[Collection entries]
§

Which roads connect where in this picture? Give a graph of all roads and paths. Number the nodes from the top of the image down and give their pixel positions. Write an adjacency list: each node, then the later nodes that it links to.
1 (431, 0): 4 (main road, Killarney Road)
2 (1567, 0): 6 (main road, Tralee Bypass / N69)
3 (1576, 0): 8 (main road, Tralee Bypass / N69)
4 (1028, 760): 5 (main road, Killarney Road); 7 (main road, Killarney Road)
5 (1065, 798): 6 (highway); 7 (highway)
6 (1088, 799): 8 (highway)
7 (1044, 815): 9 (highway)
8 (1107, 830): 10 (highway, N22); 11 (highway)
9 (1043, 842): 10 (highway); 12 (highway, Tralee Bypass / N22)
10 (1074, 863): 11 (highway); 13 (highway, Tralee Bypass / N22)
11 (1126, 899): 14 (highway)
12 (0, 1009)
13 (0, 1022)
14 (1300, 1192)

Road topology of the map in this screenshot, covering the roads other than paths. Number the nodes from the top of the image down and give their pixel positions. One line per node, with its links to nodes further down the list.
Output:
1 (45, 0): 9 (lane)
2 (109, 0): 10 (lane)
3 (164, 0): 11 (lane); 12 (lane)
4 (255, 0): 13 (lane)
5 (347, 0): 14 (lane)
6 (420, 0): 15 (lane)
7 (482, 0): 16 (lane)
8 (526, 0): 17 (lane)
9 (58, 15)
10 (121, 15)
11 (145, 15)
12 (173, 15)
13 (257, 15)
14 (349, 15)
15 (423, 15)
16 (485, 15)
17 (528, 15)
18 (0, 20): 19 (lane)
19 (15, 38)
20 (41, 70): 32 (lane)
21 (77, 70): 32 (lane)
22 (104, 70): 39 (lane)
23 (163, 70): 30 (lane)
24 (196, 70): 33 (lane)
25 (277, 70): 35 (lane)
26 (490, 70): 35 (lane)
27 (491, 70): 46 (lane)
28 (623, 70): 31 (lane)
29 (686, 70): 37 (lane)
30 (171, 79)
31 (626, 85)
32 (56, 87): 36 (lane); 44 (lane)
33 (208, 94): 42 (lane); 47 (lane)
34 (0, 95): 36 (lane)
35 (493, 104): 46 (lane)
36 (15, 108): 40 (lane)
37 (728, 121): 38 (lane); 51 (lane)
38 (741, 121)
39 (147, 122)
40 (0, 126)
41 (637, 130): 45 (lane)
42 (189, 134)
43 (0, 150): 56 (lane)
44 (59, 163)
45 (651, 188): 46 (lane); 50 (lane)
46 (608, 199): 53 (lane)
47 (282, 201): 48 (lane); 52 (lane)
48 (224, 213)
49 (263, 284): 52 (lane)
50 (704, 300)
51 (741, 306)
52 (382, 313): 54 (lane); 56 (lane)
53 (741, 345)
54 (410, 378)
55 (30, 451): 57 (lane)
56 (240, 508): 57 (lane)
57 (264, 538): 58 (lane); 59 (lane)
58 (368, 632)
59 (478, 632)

§

* How to complete this task: Every entry must come back exactly as written above.

* Solution to this task:
Which roads connect where in this picture? Give a graph of all roads and paths. Number the nodes from the top of the image down and give their pixel positions. Write an adjacency list: each node, then the later nodes that it links to.
1 (431, 0): 4 (main road, Killarney Road)
2 (1567, 0): 6 (main road, Tralee Bypass / N69)
3 (1576, 0): 8 (main road, Tralee Bypass / N69)
4 (1028, 760): 5 (main road, Killarney Road); 7 (main road, Killarney Road)
5 (1065, 798): 6 (highway); 7 (highway)
6 (1088, 799): 8 (highway)
7 (1044, 815): 9 (highway)
8 (1107, 830): 10 (highway, N22); 11 (highway)
9 (1043, 842): 10 (highway); 12 (highway, Tralee Bypass / N22)
10 (1074, 863): 11 (highway); 13 (highway, Tralee Bypass / N22)
11 (1126, 899): 14 (highway)
12 (0, 1009)
13 (0, 1022)
14 (1300, 1192)

Road topology of the map in this screenshot, covering the roads other than paths. Number the nodes from the top of the image down and give their pixel positions. One line per node, with its links to nodes further down the list.
Output:
1 (45, 0): 9 (lane)
2 (109, 0): 10 (lane)
3 (164, 0): 11 (lane); 12 (lane)
4 (255, 0): 13 (lane)
5 (347, 0): 14 (lane)
6 (420, 0): 15 (lane)
7 (482, 0): 16 (lane)
8 (526, 0): 17 (lane)
9 (58, 15)
10 (121, 15)
11 (145, 15)
12 (173, 15)
13 (257, 15)
14 (349, 15)
15 (423, 15)
16 (485, 15)
17 (528, 15)
18 (0, 20): 19 (lane)
19 (15, 38)
20 (41, 70): 32 (lane)
21 (77, 70): 32 (lane)
22 (104, 70): 39 (lane)
23 (163, 70): 30 (lane)
24 (196, 70): 33 (lane)
25 (277, 70): 35 (lane)
26 (490, 70): 35 (lane)
27 (491, 70): 46 (lane)
28 (623, 70): 31 (lane)
29 (686, 70): 37 (lane)
30 (171, 79)
31 (626, 85)
32 (56, 87): 36 (lane); 44 (lane)
33 (208, 94): 42 (lane); 47 (lane)
34 (0, 95): 36 (lane)
35 (493, 104): 46 (lane)
36 (15, 108): 40 (lane)
37 (728, 121): 38 (lane); 51 (lane)
38 (741, 121)
39 (147, 122)
40 (0, 126)
41 (637, 130): 45 (lane)
42 (189, 134)
43 (0, 150): 56 (lane)
44 (59, 163)
45 (651, 188): 46 (lane); 50 (lane)
46 (608, 199): 53 (lane)
47 (282, 201): 48 (lane); 52 (lane)
48 (224, 213)
49 (263, 284): 52 (lane)
50 (704, 300)
51 (741, 306)
52 (382, 313): 54 (lane); 56 (lane)
53 (741, 345)
54 (410, 378)
55 (30, 451): 57 (lane)
56 (240, 508): 57 (lane)
57 (264, 538): 58 (lane); 59 (lane)
58 (368, 632)
59 (478, 632)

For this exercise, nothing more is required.